“The most famous and most mysterious blogger in the world . . . Salam Pax was the Anne Frank of the war . . . and its Elvis.” –Peter Maass, Slate.com

“In turns crass and subtle, provincial and worldly, the diary of Salam Pax has become one voice of an Internet generation alienated from nations and tribes but connected to one another in the most intimate digital ways.” –Charles Piller, The Los Angeles Times

“There are dozens of journalists and TV cameras in the Iraqi capital. But the most vivid account of the build-up to war and the start of the bombing has appeared on the internet-on the weblog of an unknown Iraqi writing under the name Salam Pax.” –Leo Hickman, The Guardian

“One of the most talked about [blogs] is that of a man known as ‘salam Pax.” Both parts of his nom de plume-‘salam” and “Pax”-mean peace, in Arabic and Latin, respectively. His accounts of the recent bombings, the current state of affairs in the Iraqi capital and his family’s reactions offer an incredible view of life in Baghdad.” –Erica Hill, CNN.com

” “Salam Pax” is an extremely talented writer.

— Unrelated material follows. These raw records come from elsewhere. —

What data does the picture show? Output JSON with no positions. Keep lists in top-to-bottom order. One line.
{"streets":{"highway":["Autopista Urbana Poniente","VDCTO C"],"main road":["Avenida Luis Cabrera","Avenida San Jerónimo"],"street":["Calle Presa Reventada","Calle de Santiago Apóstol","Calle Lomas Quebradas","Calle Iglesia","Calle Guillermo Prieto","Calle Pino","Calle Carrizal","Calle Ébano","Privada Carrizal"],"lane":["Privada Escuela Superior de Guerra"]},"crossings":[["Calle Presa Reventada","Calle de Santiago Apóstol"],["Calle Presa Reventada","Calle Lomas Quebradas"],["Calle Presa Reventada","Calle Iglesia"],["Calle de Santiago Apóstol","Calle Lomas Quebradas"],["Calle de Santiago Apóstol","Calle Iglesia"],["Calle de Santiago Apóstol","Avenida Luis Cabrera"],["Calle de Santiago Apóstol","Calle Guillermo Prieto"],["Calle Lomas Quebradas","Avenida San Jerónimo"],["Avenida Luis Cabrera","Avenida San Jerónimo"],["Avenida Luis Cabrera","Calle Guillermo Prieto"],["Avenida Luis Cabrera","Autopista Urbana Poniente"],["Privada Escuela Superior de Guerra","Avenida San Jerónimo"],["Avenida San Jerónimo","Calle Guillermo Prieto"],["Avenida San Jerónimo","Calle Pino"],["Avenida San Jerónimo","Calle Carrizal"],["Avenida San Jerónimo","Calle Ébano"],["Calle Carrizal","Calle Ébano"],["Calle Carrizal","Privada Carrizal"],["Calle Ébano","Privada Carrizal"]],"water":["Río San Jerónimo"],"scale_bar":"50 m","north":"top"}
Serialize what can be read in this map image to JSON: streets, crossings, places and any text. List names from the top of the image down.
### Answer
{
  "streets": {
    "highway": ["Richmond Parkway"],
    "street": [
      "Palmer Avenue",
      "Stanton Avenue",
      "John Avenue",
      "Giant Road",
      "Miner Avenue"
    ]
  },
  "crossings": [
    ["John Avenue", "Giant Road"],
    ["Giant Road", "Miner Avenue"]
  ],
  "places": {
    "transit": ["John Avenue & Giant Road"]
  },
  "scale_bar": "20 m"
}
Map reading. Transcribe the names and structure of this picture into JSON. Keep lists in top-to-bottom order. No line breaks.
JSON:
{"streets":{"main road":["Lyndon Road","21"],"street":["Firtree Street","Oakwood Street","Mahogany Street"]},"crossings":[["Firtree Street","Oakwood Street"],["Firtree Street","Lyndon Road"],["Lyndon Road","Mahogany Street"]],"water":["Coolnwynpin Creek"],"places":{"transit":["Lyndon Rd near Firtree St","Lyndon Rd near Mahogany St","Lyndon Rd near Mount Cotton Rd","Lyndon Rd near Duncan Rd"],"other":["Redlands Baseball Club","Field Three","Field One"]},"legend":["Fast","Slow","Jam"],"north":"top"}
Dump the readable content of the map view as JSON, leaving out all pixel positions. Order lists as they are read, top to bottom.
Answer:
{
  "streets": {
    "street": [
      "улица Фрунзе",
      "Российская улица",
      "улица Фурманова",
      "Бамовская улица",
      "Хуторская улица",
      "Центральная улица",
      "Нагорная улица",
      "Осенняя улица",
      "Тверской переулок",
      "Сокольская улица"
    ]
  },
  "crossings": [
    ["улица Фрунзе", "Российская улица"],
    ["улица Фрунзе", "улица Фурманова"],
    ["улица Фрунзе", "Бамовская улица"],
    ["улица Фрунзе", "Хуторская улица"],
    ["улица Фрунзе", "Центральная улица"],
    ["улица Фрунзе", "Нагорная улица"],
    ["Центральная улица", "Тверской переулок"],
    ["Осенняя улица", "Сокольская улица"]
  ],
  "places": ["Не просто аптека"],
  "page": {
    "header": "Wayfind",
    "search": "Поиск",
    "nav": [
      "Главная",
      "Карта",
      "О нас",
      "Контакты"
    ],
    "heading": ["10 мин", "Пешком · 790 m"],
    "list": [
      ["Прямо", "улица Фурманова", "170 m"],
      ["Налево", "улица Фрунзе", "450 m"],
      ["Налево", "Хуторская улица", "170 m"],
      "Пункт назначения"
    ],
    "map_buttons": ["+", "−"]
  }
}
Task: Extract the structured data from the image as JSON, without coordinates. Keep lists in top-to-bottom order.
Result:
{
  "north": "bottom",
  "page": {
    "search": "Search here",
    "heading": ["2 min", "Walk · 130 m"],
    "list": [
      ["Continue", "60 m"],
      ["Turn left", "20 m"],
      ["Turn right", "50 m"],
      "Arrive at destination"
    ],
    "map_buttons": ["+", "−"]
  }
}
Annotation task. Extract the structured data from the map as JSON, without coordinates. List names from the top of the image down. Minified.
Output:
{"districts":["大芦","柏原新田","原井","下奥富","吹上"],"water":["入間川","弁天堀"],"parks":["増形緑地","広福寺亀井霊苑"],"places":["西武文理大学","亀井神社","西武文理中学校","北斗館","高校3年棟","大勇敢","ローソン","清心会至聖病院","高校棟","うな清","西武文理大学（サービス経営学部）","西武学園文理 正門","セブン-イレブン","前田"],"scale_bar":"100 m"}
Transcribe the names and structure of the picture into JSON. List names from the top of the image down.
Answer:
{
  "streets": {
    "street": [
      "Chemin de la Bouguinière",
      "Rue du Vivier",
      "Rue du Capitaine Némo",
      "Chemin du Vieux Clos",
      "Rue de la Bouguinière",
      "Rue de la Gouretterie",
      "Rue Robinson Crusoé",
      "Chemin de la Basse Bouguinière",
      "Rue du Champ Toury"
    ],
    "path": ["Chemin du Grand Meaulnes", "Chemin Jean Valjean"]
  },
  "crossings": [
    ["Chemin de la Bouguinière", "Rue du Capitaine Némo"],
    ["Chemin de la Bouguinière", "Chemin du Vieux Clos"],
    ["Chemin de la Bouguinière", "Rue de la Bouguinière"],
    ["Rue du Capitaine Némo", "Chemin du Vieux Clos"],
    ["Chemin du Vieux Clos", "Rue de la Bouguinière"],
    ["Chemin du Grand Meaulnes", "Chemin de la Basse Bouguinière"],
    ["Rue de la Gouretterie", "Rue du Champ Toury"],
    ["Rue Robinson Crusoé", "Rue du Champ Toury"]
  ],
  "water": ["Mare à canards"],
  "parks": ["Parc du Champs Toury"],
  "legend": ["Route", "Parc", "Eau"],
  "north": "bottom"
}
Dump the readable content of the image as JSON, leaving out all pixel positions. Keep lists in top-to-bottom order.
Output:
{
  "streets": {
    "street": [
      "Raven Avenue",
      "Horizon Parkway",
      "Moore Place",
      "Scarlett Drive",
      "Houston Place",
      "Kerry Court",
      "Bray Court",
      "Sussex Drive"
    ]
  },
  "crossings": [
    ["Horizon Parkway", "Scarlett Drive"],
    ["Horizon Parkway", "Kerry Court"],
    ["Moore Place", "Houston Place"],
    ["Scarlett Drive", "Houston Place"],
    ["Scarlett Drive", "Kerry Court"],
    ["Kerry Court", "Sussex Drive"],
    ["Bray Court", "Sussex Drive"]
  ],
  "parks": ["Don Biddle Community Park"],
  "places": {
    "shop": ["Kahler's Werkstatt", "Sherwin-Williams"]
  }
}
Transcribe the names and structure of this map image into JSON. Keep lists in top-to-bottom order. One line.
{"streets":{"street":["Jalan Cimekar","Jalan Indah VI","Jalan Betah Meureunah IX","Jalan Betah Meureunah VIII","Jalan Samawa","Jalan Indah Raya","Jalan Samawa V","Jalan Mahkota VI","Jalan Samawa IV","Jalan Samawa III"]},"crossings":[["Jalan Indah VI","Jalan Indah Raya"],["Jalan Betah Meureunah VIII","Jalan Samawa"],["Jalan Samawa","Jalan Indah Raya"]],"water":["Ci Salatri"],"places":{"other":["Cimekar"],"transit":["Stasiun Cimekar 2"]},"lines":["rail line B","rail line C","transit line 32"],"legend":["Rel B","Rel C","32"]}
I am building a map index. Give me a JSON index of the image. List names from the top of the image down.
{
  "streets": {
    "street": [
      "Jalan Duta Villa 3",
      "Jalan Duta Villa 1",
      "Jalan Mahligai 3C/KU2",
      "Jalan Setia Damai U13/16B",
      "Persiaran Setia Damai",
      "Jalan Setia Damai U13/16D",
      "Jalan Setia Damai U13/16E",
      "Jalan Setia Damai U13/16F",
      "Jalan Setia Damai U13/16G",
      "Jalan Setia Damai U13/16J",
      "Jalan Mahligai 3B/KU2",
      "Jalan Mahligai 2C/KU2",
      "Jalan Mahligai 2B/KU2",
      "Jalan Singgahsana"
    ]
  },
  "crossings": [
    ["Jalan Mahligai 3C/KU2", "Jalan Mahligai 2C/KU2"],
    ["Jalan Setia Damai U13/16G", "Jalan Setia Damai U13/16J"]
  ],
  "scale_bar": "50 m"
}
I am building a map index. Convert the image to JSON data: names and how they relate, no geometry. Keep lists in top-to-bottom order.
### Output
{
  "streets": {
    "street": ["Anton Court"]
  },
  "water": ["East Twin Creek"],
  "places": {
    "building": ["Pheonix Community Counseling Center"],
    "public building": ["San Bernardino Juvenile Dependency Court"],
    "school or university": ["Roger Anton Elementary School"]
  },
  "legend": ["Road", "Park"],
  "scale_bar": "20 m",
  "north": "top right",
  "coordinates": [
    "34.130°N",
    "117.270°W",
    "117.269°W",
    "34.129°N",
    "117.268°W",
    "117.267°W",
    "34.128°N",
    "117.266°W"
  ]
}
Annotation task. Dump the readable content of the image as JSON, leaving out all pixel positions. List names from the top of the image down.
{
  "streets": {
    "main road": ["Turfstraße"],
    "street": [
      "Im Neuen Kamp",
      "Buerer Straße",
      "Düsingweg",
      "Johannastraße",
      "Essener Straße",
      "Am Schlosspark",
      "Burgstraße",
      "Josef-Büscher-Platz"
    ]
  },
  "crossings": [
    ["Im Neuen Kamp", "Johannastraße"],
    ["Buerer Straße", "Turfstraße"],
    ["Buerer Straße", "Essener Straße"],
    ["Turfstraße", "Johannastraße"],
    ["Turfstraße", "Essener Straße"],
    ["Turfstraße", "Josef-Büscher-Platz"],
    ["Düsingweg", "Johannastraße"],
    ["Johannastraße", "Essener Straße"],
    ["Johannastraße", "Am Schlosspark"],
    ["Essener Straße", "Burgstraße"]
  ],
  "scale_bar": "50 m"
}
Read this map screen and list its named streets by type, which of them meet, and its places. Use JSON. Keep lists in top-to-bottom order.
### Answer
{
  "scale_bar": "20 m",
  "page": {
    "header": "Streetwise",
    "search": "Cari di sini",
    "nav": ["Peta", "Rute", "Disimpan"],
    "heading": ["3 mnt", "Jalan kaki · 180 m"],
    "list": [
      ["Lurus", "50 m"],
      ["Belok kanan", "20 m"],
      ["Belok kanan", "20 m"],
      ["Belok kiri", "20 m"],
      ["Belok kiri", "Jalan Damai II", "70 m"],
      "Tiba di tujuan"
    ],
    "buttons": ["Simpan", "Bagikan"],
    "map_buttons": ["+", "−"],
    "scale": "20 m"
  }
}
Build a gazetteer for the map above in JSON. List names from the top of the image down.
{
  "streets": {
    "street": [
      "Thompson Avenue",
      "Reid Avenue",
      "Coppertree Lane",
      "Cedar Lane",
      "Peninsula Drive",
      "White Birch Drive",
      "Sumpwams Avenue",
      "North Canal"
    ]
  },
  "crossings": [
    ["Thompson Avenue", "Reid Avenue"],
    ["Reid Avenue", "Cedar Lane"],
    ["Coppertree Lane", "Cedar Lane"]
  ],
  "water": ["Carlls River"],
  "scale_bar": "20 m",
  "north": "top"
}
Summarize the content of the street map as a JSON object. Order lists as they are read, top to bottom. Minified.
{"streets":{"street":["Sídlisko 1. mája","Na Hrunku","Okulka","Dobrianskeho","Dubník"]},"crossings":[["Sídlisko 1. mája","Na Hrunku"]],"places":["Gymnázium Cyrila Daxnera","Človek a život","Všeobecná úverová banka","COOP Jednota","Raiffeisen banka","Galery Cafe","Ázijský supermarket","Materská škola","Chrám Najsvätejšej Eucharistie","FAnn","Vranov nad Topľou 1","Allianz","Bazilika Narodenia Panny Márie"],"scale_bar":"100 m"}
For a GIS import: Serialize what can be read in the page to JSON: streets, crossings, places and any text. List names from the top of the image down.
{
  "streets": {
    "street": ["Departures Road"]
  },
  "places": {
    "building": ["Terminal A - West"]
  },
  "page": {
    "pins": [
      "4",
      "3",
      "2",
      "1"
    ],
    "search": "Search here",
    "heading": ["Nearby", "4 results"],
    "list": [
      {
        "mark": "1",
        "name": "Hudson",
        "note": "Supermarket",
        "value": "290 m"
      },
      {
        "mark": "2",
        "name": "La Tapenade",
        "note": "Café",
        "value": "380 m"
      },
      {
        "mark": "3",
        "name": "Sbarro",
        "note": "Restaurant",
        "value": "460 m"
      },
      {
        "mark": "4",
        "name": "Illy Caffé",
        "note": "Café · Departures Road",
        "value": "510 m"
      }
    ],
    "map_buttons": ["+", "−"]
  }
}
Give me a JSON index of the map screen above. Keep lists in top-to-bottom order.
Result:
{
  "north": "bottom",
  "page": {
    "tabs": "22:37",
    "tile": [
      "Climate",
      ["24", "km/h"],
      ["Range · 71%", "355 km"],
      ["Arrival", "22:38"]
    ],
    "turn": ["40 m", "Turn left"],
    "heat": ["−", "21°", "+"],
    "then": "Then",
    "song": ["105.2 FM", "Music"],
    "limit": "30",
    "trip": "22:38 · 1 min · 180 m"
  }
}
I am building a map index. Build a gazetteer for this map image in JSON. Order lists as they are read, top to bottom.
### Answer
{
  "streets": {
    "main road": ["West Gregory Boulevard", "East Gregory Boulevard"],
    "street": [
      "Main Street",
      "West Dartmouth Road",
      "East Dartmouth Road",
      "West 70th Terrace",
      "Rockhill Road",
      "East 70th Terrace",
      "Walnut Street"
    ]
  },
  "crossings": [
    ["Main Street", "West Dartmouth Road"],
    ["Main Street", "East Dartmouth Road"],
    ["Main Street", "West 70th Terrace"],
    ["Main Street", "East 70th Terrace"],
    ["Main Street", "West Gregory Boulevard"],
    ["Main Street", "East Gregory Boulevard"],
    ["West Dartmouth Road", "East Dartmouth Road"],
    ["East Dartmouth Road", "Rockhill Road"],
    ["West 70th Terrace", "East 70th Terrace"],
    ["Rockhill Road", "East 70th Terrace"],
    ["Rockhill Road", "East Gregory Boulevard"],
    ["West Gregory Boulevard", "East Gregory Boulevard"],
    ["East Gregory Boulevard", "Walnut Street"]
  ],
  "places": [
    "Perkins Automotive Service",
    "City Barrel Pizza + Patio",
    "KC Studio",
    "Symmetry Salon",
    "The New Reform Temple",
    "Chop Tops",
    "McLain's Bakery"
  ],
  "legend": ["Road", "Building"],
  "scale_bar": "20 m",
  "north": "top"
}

The singularity of his position and subject matter can lead one to overlook this, but I was aware of it as soon as I started reading him, just prior to the war. The fact that English is not his first language actually underscores his gifts of observation and expression; he’ll write “around” his own uncertainty of usage, and get it right on the button.” –William Gibson

“A mysterious Iraqi who goes by the name of “Salam Pax” and who writes a blog (Internet diary) from Baghdad is becoming a celebrity, on the Internet, with his firsthand stories of a city under siege . . . the traffic on the site has become so intense that it has blocked the server, while his e-mail has gone on the blink due to the vast number of messages from people who are asking him to prove his true identity.” –La Stampa (Italy)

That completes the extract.